### EXERCISE DESCRIPTION:
Where in the records does the word "Heckenweg" occur? Copy each line in which it does.

Stored data entries:
*** Begin section ***
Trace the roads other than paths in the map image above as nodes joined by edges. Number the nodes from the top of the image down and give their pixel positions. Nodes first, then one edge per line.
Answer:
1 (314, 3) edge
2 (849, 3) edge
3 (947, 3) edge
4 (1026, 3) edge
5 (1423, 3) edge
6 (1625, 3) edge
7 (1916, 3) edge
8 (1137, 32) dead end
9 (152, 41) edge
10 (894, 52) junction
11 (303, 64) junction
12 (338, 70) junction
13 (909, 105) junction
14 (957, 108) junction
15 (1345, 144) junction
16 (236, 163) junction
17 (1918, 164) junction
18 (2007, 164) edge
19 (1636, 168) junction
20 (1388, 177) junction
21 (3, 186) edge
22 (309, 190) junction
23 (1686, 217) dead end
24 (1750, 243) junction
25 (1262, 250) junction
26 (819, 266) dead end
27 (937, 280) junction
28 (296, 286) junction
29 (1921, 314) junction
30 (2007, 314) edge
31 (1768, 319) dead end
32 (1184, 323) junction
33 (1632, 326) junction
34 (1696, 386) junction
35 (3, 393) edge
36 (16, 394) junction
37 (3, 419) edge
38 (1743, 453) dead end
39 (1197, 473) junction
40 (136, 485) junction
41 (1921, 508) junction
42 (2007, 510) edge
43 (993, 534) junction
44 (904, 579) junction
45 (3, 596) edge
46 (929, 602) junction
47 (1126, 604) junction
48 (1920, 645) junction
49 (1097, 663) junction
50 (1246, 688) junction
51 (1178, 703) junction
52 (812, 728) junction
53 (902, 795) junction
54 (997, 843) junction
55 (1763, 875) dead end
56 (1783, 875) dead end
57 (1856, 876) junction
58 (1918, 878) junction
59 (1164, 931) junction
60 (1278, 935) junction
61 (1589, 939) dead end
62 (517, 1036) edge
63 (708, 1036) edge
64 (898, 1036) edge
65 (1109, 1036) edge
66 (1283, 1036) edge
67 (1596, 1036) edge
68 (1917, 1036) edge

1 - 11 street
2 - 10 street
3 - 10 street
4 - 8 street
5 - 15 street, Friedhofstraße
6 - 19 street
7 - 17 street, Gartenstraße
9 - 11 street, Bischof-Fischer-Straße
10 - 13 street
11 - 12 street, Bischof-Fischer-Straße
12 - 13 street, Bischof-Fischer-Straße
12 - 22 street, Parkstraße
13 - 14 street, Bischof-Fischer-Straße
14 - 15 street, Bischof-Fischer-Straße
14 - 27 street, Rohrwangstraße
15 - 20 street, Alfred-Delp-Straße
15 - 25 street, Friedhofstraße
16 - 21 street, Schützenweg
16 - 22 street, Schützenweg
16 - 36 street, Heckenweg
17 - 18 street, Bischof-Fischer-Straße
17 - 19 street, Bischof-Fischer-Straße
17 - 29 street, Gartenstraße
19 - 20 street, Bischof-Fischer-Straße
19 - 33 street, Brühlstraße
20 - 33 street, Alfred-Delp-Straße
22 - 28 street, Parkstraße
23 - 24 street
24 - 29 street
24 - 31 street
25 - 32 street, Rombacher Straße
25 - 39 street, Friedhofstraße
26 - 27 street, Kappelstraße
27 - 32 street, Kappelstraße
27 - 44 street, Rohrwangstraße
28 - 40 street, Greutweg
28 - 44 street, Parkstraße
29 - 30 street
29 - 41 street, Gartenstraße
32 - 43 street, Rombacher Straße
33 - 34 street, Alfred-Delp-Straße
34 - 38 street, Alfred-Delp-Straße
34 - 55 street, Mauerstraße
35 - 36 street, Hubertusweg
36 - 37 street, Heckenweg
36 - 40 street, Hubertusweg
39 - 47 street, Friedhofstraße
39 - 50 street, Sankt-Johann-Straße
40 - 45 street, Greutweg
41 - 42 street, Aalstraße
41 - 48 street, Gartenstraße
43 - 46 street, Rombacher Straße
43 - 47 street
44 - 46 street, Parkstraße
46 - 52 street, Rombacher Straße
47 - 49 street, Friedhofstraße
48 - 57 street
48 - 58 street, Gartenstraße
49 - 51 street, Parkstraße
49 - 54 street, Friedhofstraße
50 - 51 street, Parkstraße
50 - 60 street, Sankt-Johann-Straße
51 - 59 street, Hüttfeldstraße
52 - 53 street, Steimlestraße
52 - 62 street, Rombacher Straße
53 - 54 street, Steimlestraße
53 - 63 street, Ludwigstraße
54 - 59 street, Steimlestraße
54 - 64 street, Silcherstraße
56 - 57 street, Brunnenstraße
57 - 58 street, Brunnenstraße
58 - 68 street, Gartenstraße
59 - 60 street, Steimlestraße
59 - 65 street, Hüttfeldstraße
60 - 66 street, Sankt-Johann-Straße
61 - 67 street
*** End section ***
### YOUR SOLUTION:
16 - 36 street, Heckenweg
36 - 37 street, Heckenweg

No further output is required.